Ezine, il s'appelle, le nom d'un homme qu'il hait et auquel il n'a jamais adressé la parole . Ce monsieur Ezine, il buvait et cognait sec, et mère et fils se cachaient dans le chenil pour lui échapper.
Et pourtant.. Il avait un père,
Jean- Louis, un père qui l'a aimé , enfin, d'après les éléments que lui fournit sa mère progressivement, un mot, une photo, un ticket de bus.
"Je t'ai tout donné. Elle m'a donné toutes les traces. Elle n'a rien gardé pour elle. Pourtant les mots me manquent. Pourquoi perd-on la mémoire de ce qui vous attache au monde? Pourquoi meurt-on à la mémoire? Je suis né d'une ombre. D'une ombre qui me photographie et me capture dans son incognito. Qui me suit partout comme mon ombre et ne me lâche jamais."
Et ce livre va être le récit d'une quête du père -et de ses origines réelles et non fantasmées comme elles l'ont été toute sa jeunesse jusqu'à ce que enfin- et une seule fois- il réussisse à croiser son père très peu de temps avant sa mort accidentelle.
La terrible honte du bâtard, ce besoin de reconnaissance continu:
"Ce qu'il lui faut, au bâtard, c'est une légitimité.

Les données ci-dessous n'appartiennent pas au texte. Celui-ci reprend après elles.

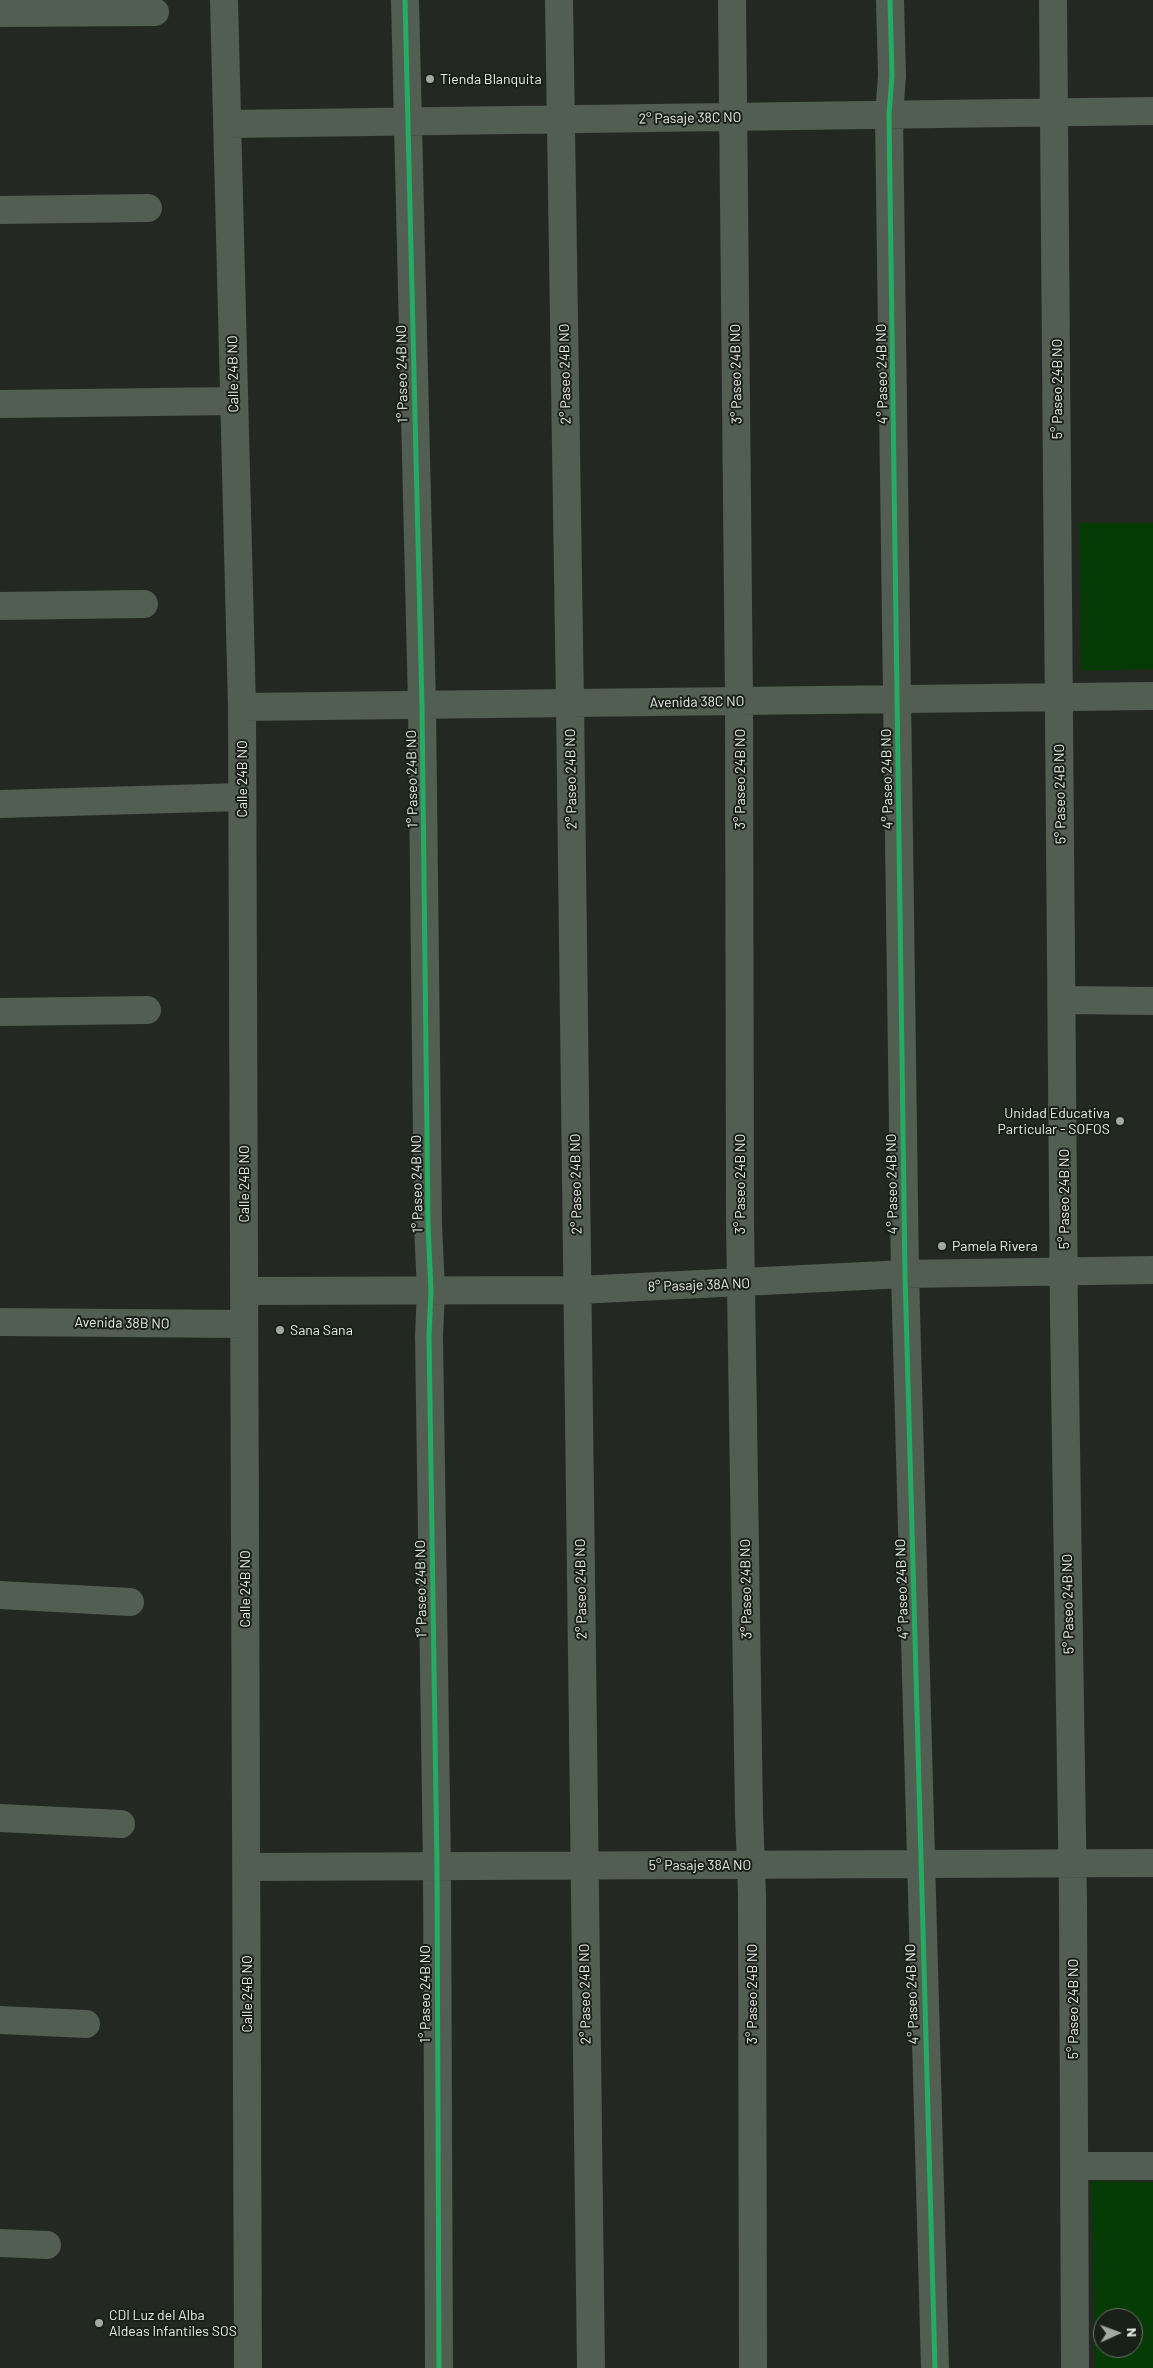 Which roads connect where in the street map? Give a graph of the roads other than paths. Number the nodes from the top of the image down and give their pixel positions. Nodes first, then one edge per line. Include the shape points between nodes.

Il n'a pas été reconnu d'un seul. Aussi veut-il l'être par tous.C'est humain. Ce n'est jamais qu'un dédommagement, une indemnité symbolique, pas une réparation: il n'y a pas d'alternative au néant. C'est juste un fantasme, une façon de compenser. Quant au néant dont je traite ici, il n'a aucune saveur métaphysique . C'est simplement la certitude que rien ni personne ne peut vous apporter ce qui vous manque, et donc ne peut vous tirer de là.
... Maman aurait voulu que je fasse poète."
C‘est peut être raté, quoiqu'il n‘ait pas dit son dernier mot,ce
Jean Louis Ezine,fils de Robert Demaine et de Jeannine Bunel, mais j'ai trouvé que ce magnifique récit autobiographique était celui d'un excellent écrivain.
Avec cet éternel goût de la digression, qui le fait partir au fil des pages dans des histoires de traverse ,comme on s'engage dans les chemins normands.
Comme celle de Lothar Unbekannt :
"géant impétueux aux yeux pâles et larmoyants..qui disparut à Auberville un jour de grande lessive derrière un train de draps long comme un hangar, qu'une jeune femme alla le long de ce convoi frappait à l'aide d'une cuiller en bois."
Unbekannt et disparu..Forcément, cela lui parle à Ezine!
"Là s'arrête sa légende, quand bien même sa biographie se continuerait par des marches inconnaissables ,dans l'hypothèse où il aurait sauvé sa tête et fait retour au pays. Les archives concernant les combattants de la Première Guerre mondiale ont été détruites lors de la Seconde. Une guerre efface l'autre, malgré tout. Plus rien ne serait retrouvé de ce qui fut. Cependant, quel ressort soudain détendu dans l'âme de Robert le Maudit, son fils caché, lancera celui-ci dans la poussière allemande qu'il va mordre en vainqueur mortifié et le projettera tel un furieux ,en 1945, par les duchés de Souabe et de Bavière, jusque dans les montagnes d'Autriche, sans jamais demander son chemin ni laisser le moindre indice sous les chevilles de son blindé? de quel crime réclame-t-il vengeance? de la malédiction de vivre, lui qui avait demandé une corde à sa mère?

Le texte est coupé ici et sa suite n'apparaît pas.